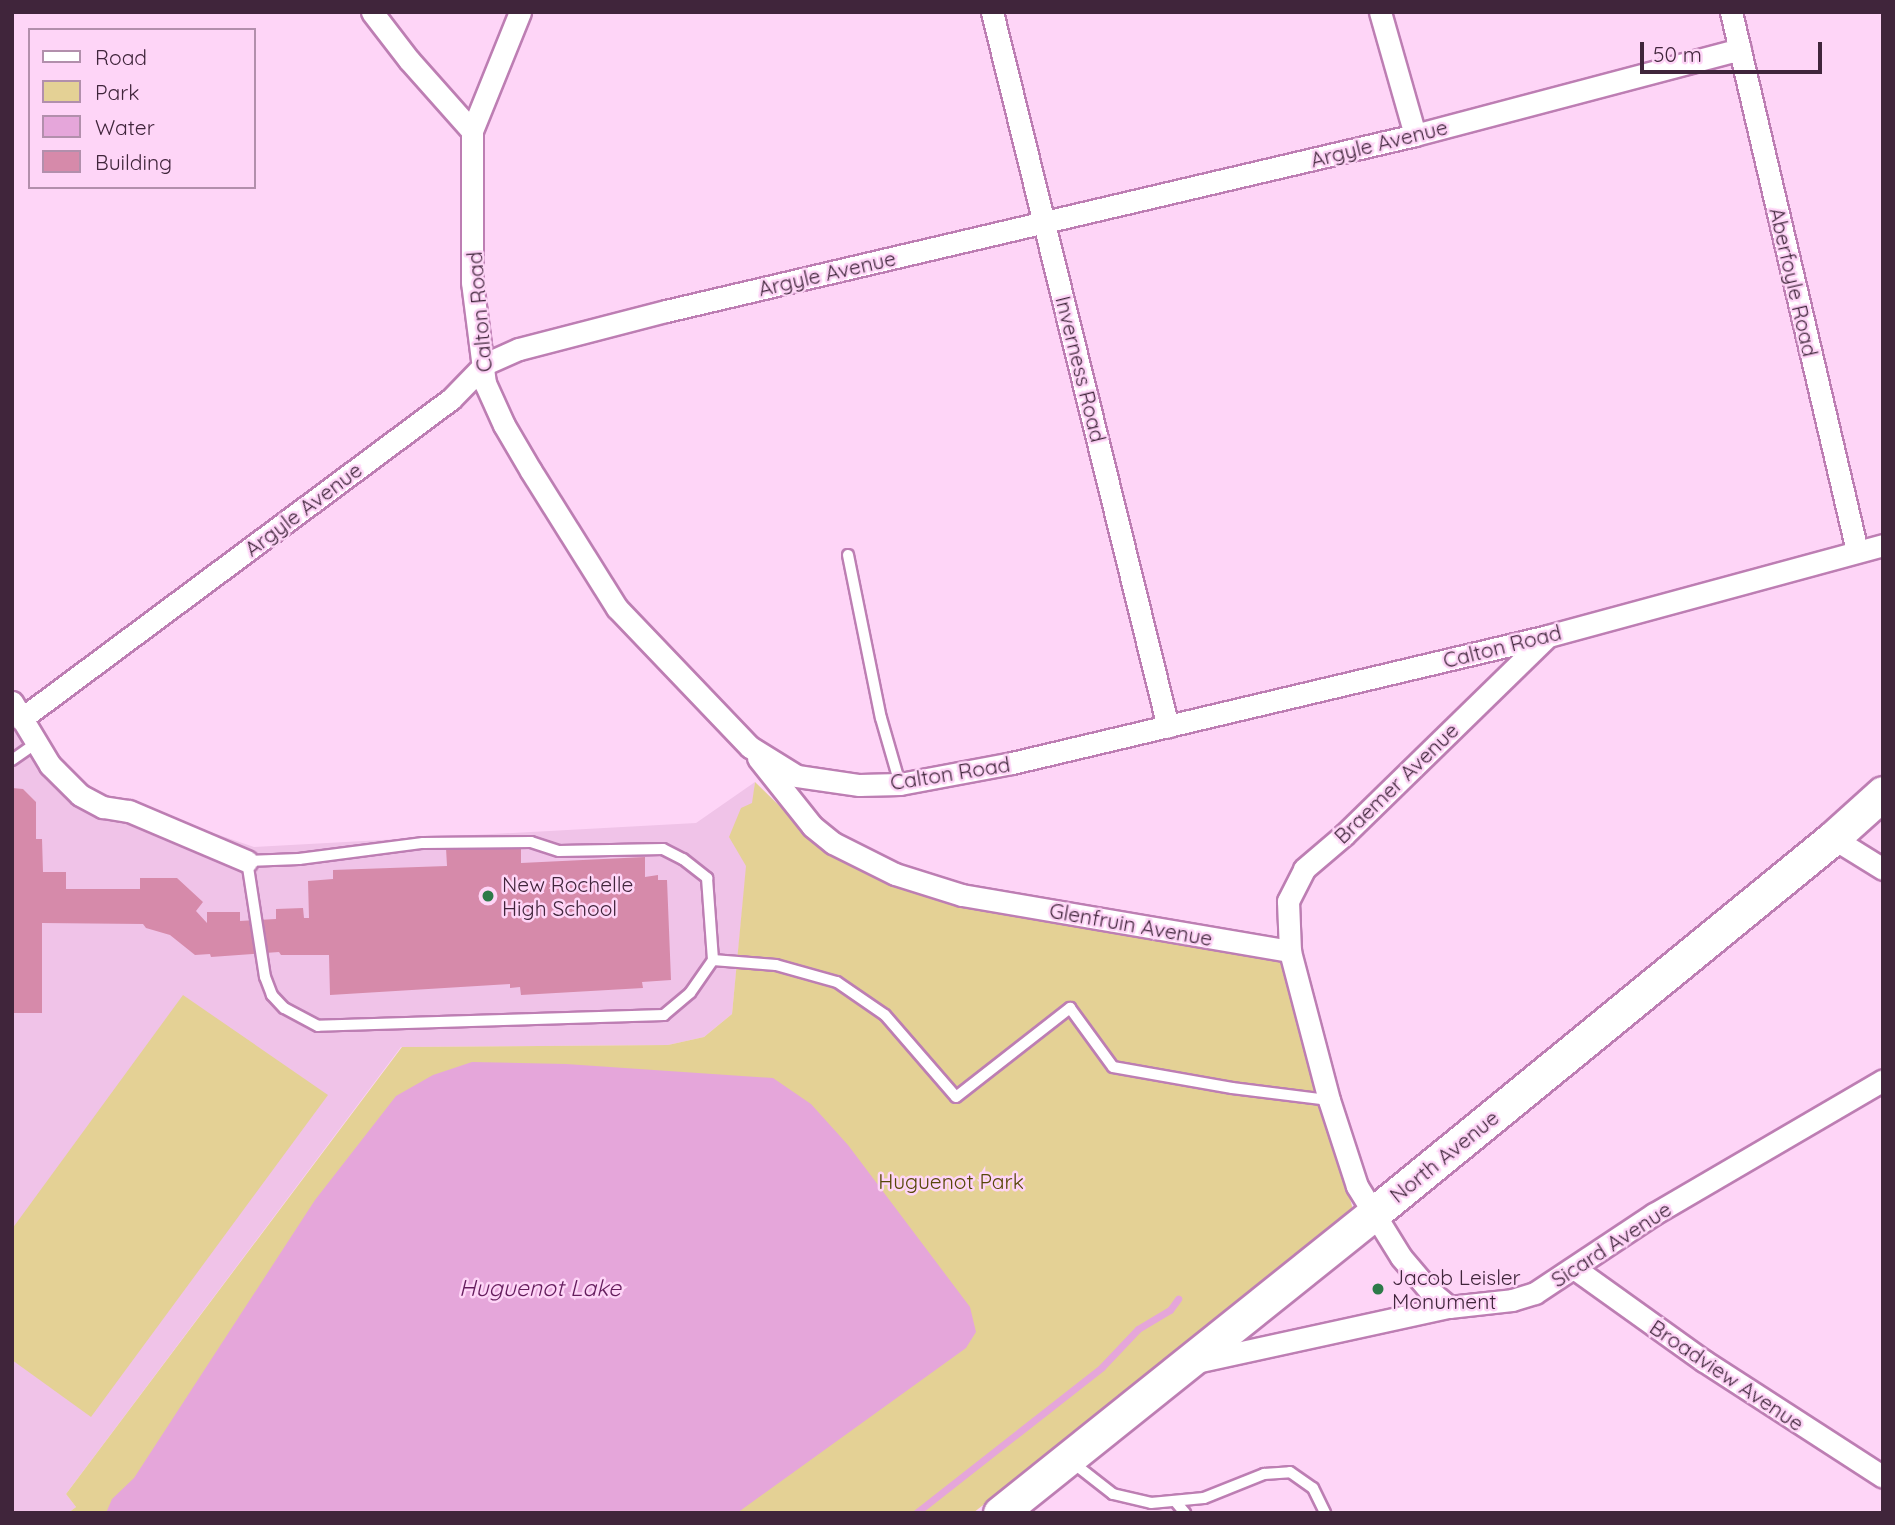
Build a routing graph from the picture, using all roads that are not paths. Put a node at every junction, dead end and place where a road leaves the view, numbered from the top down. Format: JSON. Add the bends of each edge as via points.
{"nodes":[{"id":1,"x":372,"y":12,"type":"edge"},
{"id":2,"x":520,"y":12,"type":"edge"},
{"id":3,"x":992,"y":12,"type":"edge"},
{"id":4,"x":1380,"y":12,"type":"edge"},
{"id":5,"x":1731,"y":12,"type":"edge"},
{"id":6,"x":1740,"y":49,"type":"junction"},
{"id":7,"x":472,"y":131,"type":"junction"},
{"id":8,"x":1415,"y":135,"type":"junction"},
{"id":9,"x":1045,"y":222,"type":"junction"},
{"id":10,"x":485,"y":364,"type":"junction"},
{"id":11,"x":1883,"y":545,"type":"edge"},
{"id":12,"x":1857,"y":551,"type":"junction"},
{"id":13,"x":848,"y":555,"type":"dead end"},
{"id":14,"x":1548,"y":636,"type":"junction"},
{"id":15,"x":17,"y":710,"type":"edge"},
{"id":16,"x":1168,"y":727,"type":"junction"},
{"id":17,"x":36,"y":743,"type":"junction"},
{"id":18,"x":750,"y":747,"type":"junction"},
{"id":19,"x":12,"y":760,"type":"edge"},
{"id":20,"x":900,"y":784,"type":"junction"},
{"id":21,"x":1883,"y":793,"type":"edge"},
{"id":22,"x":1833,"y":838,"type":"junction"},
{"id":23,"x":247,"y":860,"type":"junction"},
{"id":24,"x":1883,"y":869,"type":"edge"},
{"id":25,"x":1290,"y":951,"type":"junction"},
{"id":26,"x":713,"y":960,"type":"junction"},
{"id":27,"x":1883,"y":1080,"type":"edge"},
{"id":28,"x":1329,"y":1100,"type":"junction"},
{"id":29,"x":1373,"y":1214,"type":"junction"},
{"id":30,"x":1574,"y":1268,"type":"junction"},
{"id":31,"x":1449,"y":1307,"type":"junction"},
{"id":32,"x":1189,"y":1364,"type":"junction"},
{"id":33,"x":1068,"y":1458,"type":"junction"},
{"id":34,"x":1883,"y":1477,"type":"edge"},
{"id":35,"x":1175,"y":1501,"type":"junction"},
{"id":36,"x":1000,"y":1513,"type":"edge"},
{"id":37,"x":1185,"y":1513,"type":"edge"},
{"id":38,"x":1325,"y":1513,"type":"edge"}],
"edges":[{"from":1,"to":7,"type":"street"},
{"from":2,"to":7,"type":"street","name":"Calton Road"},
{"from":3,"to":9,"type":"street","name":"Inverness Road"},
{"from":4,"to":8,"type":"street"},
{"from":5,"to":6,"type":"street","name":"Aberfoyle Road"},
{"from":6,"to":8,"type":"street","name":"Argyle Avenue"},
{"from":6,"to":12,"type":"street","name":"Aberfoyle Road"},
{"from":7,"to":10,"type":"street","name":"Calton Road","via":[[472,282]]},
{"from":8,"to":9,"type":"street","name":"Argyle Avenue"},
{"from":9,"to":10,"type":"street","name":"Argyle Avenue","via":[[666,311],[519,349]]},
{"from":9,"to":16,"type":"street","name":"Inverness Road"},
{"from":10,"to":15,"type":"street","name":"Argyle Avenue","via":[[451,399]]},
{"from":10,"to":18,"type":"street","name":"Calton Road","via":[[485,383],[504,425],[617,608]]},
{"from":11,"to":12,"type":"street","name":"Calton Road"},
{"from":12,"to":14,"type":"street","name":"Calton Road"},
{"from":13,"to":20,"type":"lane","via":[[881,718]]},
{"from":14,"to":16,"type":"street","name":"Calton Road"},
{"from":14,"to":25,"type":"street","name":"Braemer Avenue","via":[[1304,869],[1288,901]]},
{"from":15,"to":17,"type":"street"},
{"from":16,"to":20,"type":"street","name":"Calton Road"},
{"from":17,"to":19,"type":"lane"},
{"from":17,"to":23,"type":"street","via":[[50,765],[80,795]]},
{"from":18,"to":20,"type":"street","name":"Calton Road","via":[[797,776],[859,785]]},
{"from":18,"to":25,"type":"street","name":"Glenfruin Avenue","via":[[812,826],[833,844],[895,874],[962,895]]},
{"from":21,"to":22,"type":"main road","name":"North Avenue"},
{"from":22,"to":24,"type":"street"},
{"from":22,"to":29,"type":"main road","name":"North Avenue"},
{"from":23,"to":26,"type":"lane","via":[[299,859],[423,843],[531,842],[559,851],[663,849],[707,878]]},
{"from":23,"to":26,"type":"lane","via":[[265,977],[272,995],[284,1008],[317,1026],[664,1015],[690,993]]},
{"from":25,"to":28,"type":"street"},
{"from":26,"to":28,"type":"lane","via":[[776,965],[837,982],[885,1016],[956,1097],[1070,1008],[1113,1067]]},
{"from":27,"to":30,"type":"street","name":"Sicard Avenue","via":[[1654,1214]]},
{"from":28,"to":29,"type":"street","via":[[1357,1186]]},
{"from":29,"to":31,"type":"street","via":[[1401,1258]]},
{"from":29,"to":32,"type":"main road","name":"North Avenue"},
{"from":30,"to":31,"type":"street","name":"Sicard Avenue","via":[[1535,1293]]},
{"from":30,"to":34,"type":"street","name":"Broadview Avenue","via":[[1704,1361]]},
{"from":31,"to":32,"type":"street","name":"Sicard Avenue"},
{"from":32,"to":33,"type":"main road","name":"North Avenue"},
{"from":33,"to":35,"type":"lane","via":[[1113,1494],[1151,1503]]},
{"from":33,"to":36,"type":"main road","name":"North Avenue"},
{"from":35,"to":37,"type":"lane"},
{"from":35,"to":38,"type":"lane","via":[[1204,1498],[1264,1474],[1290,1472],[1313,1488]]}]}
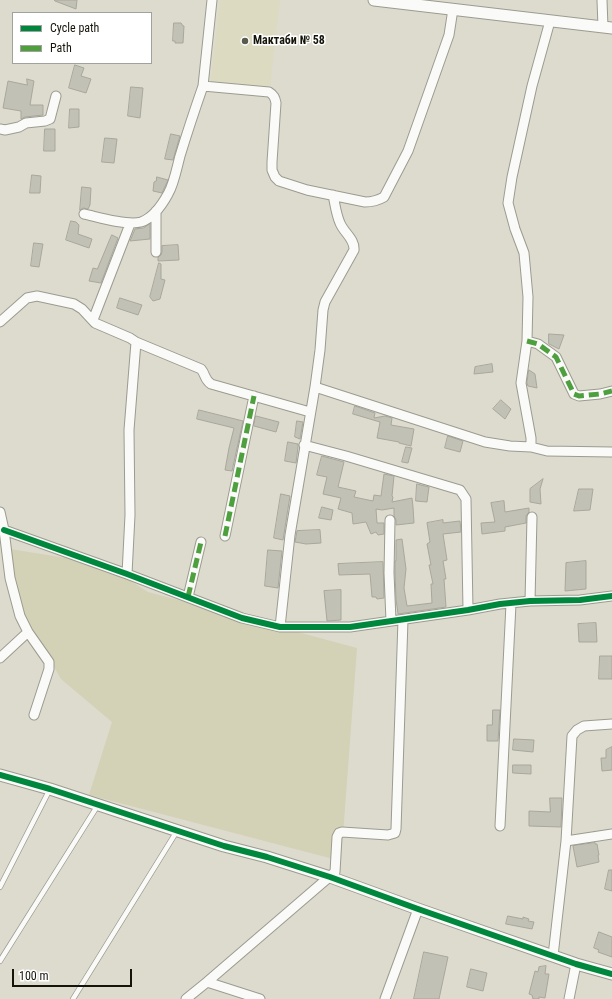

+---+

Report only how many lines in the records contain the word "Inverness".

2